Problem
Tally the lines in the data below where the word "junction" appears, and give the tally alone.

Data for analysis
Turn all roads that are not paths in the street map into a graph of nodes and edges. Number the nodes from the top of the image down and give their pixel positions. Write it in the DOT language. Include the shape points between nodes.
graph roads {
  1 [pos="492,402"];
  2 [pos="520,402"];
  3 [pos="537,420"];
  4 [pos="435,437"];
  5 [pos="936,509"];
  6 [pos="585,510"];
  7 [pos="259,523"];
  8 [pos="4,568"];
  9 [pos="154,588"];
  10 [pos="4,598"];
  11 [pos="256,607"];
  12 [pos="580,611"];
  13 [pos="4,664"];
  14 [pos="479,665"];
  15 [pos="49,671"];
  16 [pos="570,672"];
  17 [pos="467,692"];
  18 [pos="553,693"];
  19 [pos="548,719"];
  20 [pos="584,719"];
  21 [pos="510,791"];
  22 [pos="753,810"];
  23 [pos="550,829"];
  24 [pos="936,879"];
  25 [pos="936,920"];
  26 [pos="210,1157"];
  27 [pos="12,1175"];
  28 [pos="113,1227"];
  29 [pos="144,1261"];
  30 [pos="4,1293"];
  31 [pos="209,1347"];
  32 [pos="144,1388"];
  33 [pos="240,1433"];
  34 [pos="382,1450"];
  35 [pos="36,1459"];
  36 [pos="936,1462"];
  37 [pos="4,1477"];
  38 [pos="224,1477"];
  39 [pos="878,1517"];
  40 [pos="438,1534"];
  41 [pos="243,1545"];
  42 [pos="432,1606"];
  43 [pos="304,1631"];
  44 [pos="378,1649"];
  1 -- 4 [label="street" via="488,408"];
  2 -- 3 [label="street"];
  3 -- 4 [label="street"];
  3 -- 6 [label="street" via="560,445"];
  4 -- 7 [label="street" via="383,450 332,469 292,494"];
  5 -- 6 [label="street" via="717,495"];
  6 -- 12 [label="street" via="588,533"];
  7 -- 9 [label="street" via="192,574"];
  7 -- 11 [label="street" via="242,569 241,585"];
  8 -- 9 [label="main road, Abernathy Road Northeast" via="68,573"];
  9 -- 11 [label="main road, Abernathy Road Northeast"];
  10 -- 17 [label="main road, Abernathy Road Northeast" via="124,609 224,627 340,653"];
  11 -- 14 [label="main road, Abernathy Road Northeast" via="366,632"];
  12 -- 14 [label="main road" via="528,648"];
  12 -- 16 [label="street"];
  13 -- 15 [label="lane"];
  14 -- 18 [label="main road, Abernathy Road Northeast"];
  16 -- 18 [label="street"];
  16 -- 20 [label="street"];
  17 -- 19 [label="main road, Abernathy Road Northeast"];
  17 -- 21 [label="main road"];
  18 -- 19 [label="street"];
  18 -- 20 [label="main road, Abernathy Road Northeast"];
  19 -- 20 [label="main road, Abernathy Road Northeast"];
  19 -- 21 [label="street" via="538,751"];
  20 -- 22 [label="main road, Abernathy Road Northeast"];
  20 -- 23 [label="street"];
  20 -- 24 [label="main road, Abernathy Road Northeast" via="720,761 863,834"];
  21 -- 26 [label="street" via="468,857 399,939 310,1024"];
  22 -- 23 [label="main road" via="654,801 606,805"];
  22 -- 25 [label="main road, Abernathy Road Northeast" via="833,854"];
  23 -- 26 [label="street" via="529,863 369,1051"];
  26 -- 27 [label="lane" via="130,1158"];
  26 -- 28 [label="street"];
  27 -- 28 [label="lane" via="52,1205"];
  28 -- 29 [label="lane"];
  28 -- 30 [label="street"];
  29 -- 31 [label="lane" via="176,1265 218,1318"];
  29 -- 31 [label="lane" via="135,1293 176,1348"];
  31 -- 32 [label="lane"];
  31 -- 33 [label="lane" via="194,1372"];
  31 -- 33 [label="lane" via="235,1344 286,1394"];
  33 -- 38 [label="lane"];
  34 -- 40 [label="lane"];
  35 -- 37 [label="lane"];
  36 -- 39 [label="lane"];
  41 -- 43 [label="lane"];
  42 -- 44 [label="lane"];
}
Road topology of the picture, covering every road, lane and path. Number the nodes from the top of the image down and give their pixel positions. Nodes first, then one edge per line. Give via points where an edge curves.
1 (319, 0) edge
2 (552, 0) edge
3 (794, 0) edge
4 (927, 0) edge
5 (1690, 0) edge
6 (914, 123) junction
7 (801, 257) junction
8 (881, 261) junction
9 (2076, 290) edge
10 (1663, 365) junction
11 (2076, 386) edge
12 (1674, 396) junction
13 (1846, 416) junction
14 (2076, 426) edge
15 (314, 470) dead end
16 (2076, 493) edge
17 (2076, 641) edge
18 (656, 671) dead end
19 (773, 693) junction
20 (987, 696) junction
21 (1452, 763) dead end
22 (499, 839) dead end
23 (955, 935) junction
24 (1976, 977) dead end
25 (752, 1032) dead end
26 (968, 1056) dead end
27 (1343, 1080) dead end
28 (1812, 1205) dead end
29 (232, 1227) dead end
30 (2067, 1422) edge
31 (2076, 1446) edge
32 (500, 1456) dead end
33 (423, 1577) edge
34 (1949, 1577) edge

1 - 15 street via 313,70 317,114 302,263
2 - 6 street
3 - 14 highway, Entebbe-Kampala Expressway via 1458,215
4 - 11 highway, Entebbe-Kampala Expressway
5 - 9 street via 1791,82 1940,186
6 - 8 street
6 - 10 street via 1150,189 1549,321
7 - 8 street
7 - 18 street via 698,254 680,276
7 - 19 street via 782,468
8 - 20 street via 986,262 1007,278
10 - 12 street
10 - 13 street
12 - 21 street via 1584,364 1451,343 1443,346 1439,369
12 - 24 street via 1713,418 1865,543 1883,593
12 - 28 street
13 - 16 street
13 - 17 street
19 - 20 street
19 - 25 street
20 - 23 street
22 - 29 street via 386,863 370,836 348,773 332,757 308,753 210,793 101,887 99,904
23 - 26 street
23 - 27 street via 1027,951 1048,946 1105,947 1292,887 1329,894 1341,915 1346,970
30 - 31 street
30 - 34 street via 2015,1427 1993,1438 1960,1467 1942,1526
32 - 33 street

Task solution
9